■ **TASK GOAL**
Would you please copy every line below that includes the string "main"?

Dataset entries:
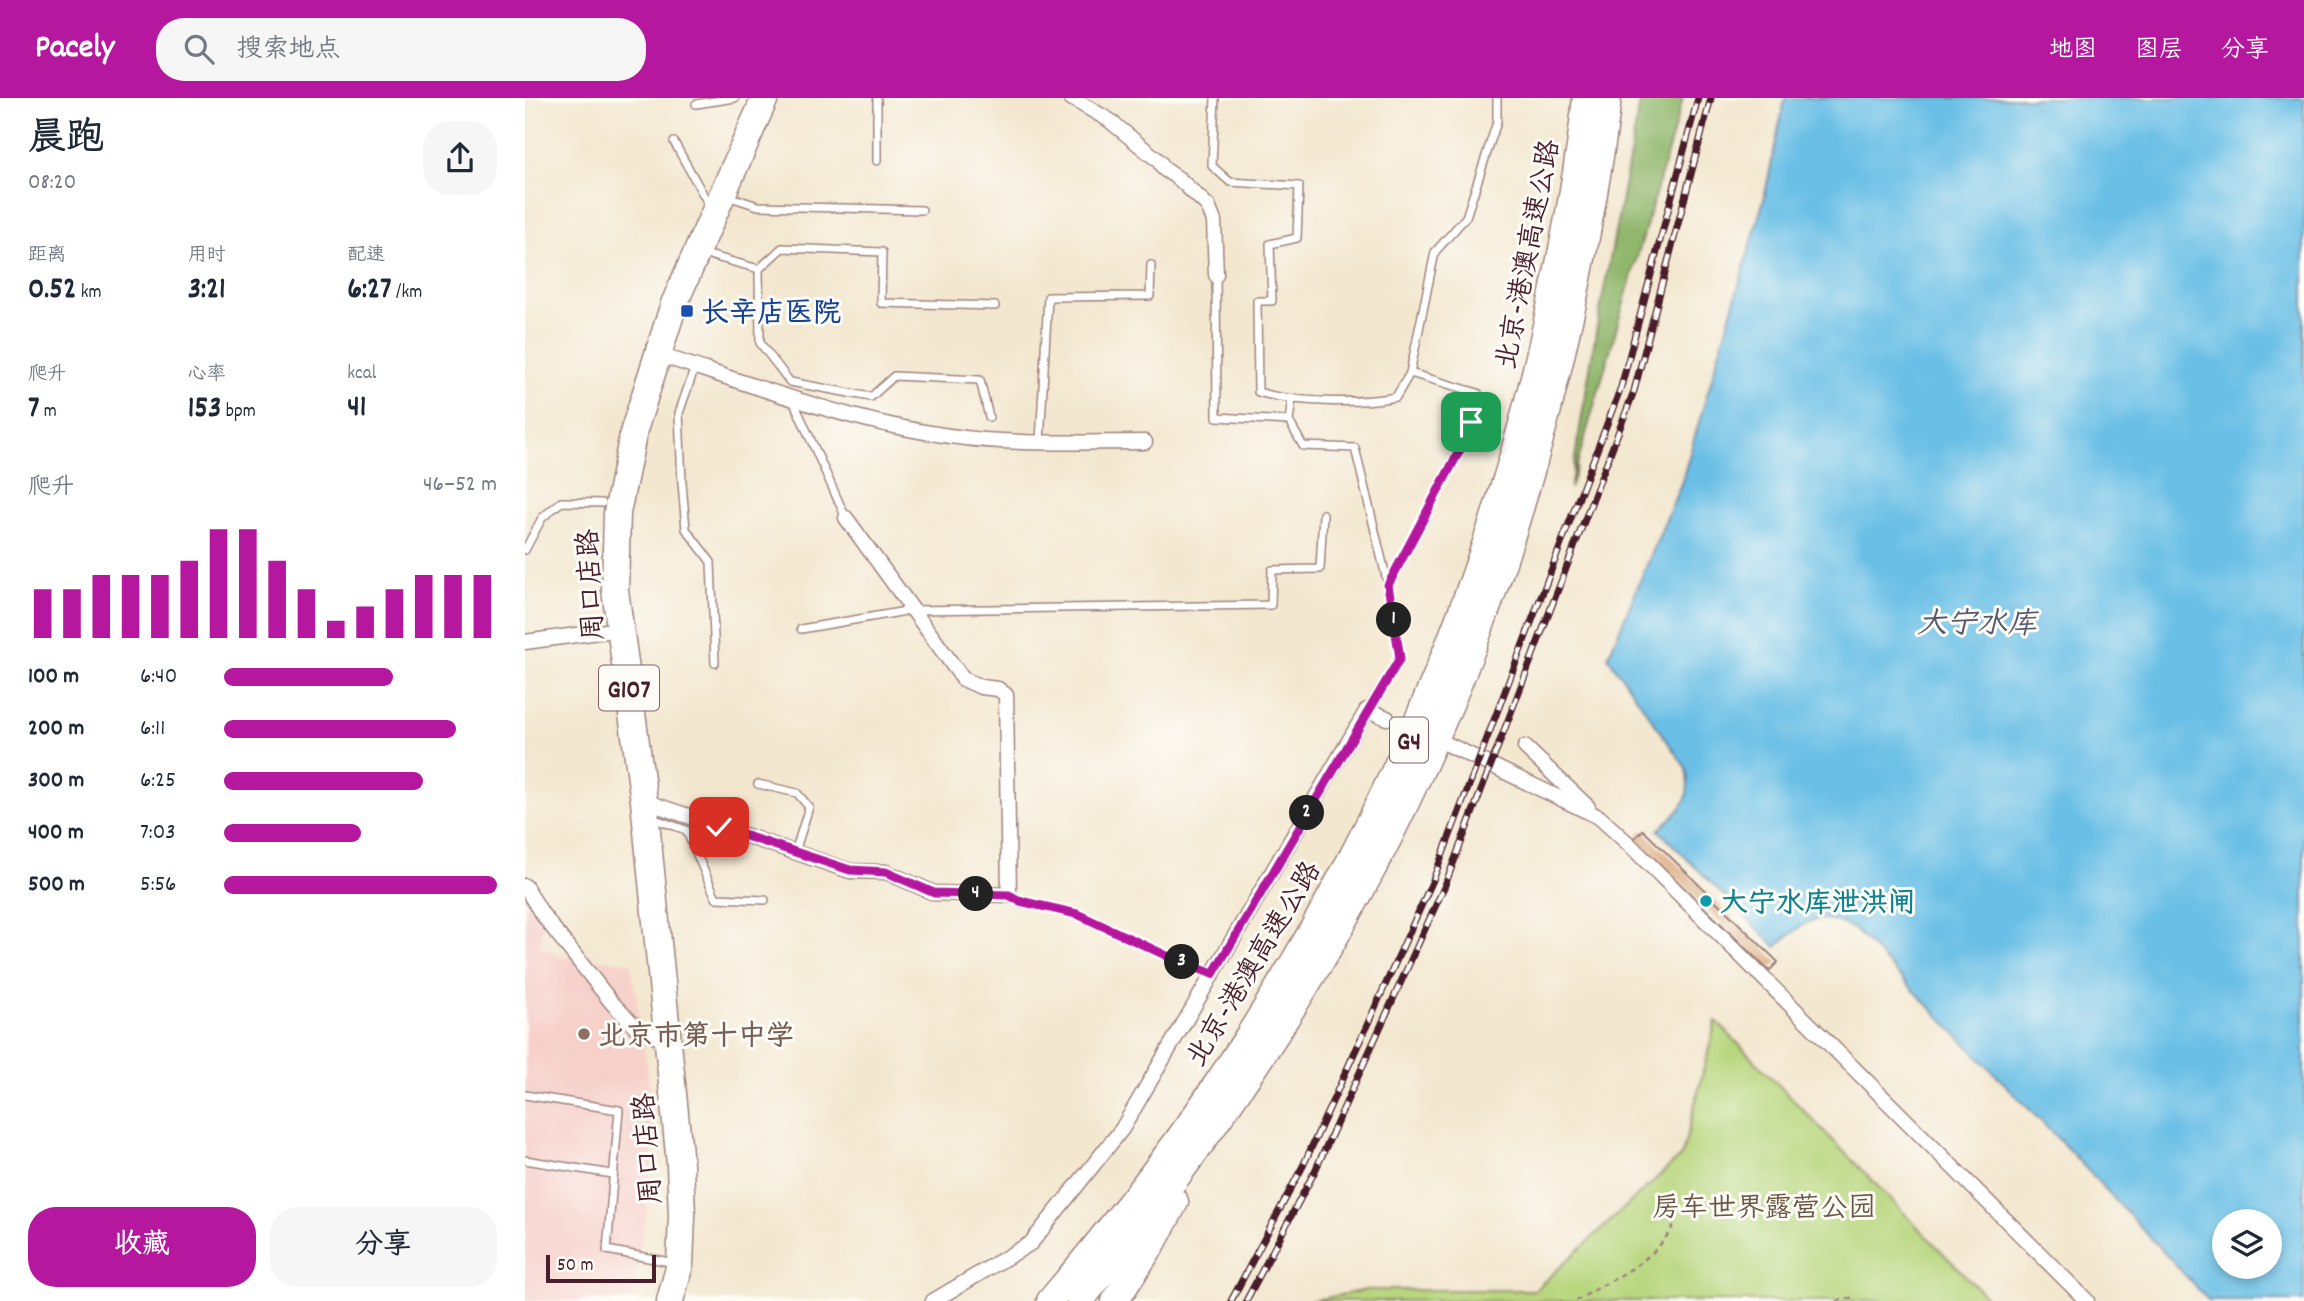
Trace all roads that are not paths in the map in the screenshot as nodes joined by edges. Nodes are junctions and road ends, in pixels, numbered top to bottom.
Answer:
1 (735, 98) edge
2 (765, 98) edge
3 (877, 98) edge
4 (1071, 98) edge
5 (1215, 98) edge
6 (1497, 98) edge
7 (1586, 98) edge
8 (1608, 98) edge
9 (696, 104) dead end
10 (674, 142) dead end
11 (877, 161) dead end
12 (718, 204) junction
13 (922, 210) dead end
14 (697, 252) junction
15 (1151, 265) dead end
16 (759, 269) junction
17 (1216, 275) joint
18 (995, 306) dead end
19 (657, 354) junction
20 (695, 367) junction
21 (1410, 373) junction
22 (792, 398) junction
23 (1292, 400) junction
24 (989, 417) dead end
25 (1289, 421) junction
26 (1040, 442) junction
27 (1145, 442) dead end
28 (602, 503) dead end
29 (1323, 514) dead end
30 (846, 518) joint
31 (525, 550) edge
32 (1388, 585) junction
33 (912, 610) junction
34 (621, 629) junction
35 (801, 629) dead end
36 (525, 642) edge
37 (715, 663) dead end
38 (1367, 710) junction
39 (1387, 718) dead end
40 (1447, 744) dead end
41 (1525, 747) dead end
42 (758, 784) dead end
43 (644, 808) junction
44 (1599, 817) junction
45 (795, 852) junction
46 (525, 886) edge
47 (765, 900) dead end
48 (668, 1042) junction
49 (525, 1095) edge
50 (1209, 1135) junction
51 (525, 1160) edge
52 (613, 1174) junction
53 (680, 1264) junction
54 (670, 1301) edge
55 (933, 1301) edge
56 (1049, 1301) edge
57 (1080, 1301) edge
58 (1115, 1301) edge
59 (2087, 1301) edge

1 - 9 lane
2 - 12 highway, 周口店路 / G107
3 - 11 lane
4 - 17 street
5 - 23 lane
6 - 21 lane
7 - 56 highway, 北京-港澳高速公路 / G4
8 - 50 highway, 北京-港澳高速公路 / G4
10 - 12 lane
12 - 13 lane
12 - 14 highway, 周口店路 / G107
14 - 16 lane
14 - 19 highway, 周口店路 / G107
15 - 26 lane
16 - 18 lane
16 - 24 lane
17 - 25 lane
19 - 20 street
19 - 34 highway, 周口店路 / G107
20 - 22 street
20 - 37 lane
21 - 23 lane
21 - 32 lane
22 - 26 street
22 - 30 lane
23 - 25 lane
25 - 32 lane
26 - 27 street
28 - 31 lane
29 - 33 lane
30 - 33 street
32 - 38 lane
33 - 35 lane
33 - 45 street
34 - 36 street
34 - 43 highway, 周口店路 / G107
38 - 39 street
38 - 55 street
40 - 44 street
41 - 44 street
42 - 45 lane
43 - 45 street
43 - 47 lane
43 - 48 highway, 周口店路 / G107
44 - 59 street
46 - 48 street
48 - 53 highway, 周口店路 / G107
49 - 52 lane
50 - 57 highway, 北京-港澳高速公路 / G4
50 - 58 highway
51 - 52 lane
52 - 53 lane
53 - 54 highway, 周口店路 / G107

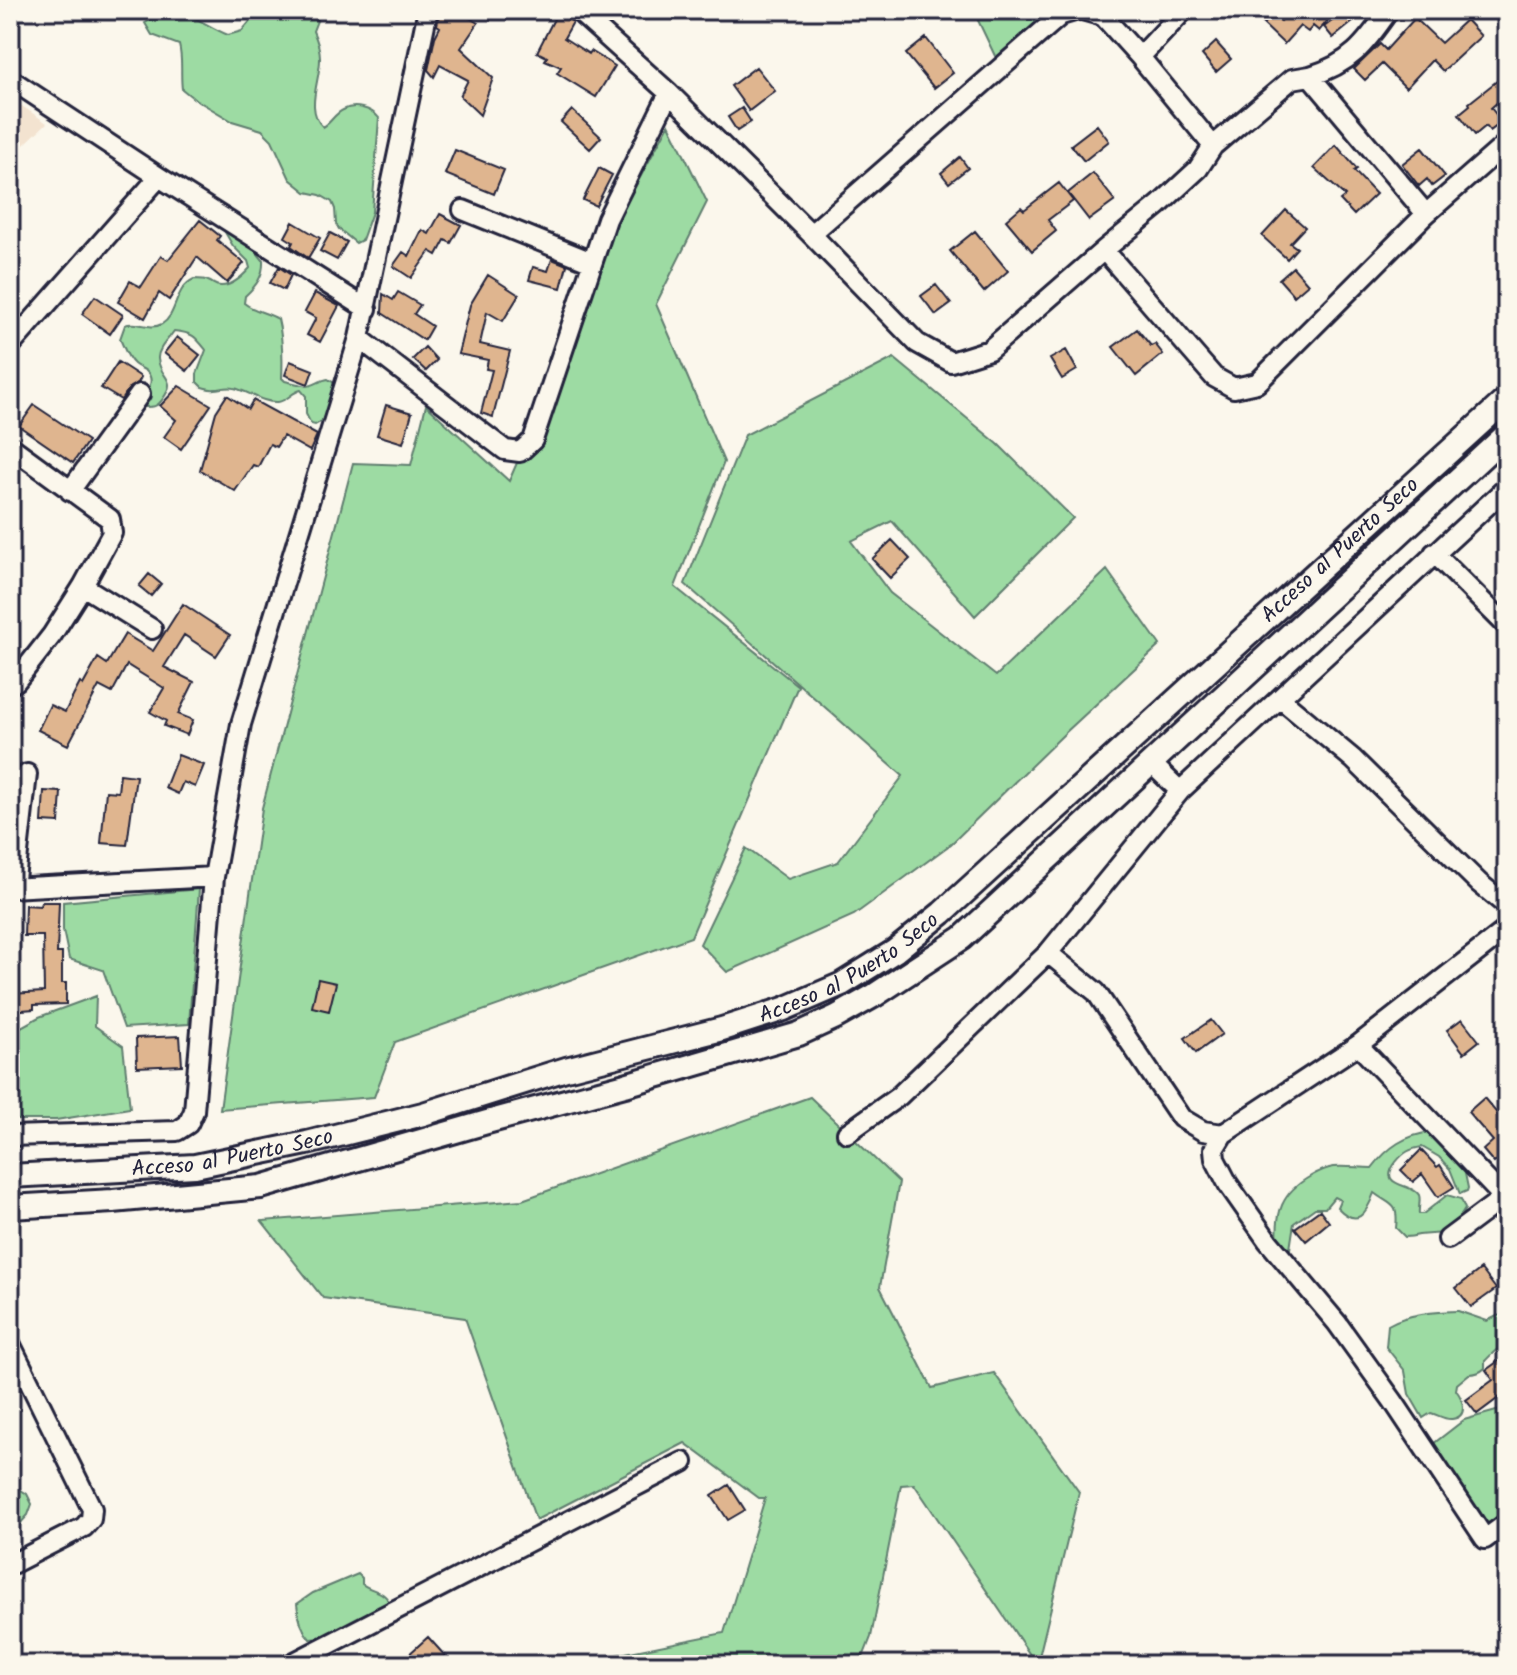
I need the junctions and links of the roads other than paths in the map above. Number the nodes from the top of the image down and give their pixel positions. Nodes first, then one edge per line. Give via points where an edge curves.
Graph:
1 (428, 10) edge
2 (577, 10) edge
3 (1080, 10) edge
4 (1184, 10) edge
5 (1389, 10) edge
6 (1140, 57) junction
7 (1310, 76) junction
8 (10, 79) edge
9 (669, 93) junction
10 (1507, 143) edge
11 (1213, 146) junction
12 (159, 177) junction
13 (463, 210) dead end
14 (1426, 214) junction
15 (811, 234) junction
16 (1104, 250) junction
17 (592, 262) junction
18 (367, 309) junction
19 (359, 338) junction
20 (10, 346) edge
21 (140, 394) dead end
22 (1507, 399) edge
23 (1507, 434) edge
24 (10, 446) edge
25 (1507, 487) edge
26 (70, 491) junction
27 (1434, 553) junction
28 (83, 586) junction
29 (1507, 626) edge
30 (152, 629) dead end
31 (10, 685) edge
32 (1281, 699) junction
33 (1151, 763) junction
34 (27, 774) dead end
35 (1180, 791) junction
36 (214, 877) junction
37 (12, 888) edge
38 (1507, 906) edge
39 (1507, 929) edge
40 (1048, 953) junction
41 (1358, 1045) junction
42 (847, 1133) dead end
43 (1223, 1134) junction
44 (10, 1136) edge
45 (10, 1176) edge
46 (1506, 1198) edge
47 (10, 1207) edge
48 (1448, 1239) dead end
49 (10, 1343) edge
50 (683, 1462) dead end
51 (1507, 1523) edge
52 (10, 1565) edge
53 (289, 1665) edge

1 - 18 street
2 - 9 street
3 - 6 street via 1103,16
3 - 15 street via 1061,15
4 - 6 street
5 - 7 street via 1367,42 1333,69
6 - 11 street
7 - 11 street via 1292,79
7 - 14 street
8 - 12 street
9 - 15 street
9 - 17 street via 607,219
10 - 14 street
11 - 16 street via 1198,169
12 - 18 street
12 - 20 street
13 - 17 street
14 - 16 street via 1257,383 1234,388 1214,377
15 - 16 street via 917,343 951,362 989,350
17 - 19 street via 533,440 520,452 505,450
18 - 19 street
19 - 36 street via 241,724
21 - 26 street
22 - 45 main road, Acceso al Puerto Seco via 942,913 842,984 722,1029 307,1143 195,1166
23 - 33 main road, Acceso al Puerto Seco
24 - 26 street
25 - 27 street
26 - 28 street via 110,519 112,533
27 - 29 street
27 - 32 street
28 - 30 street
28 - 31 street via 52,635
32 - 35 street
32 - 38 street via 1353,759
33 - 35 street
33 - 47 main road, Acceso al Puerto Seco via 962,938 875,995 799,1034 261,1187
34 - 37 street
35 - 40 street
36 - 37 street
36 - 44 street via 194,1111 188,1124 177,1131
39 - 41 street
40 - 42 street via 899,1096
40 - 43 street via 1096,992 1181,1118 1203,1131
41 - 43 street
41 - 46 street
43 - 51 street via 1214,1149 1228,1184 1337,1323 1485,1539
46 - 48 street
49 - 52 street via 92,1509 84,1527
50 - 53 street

■ **WRITTEN ANSWER**
22 - 45 main road, Acceso al Puerto Seco via 942,913 842,984 722,1029 307,1143 195,1166
23 - 33 main road, Acceso al Puerto Seco
33 - 47 main road, Acceso al Puerto Seco via 962,938 875,995 799,1034 261,1187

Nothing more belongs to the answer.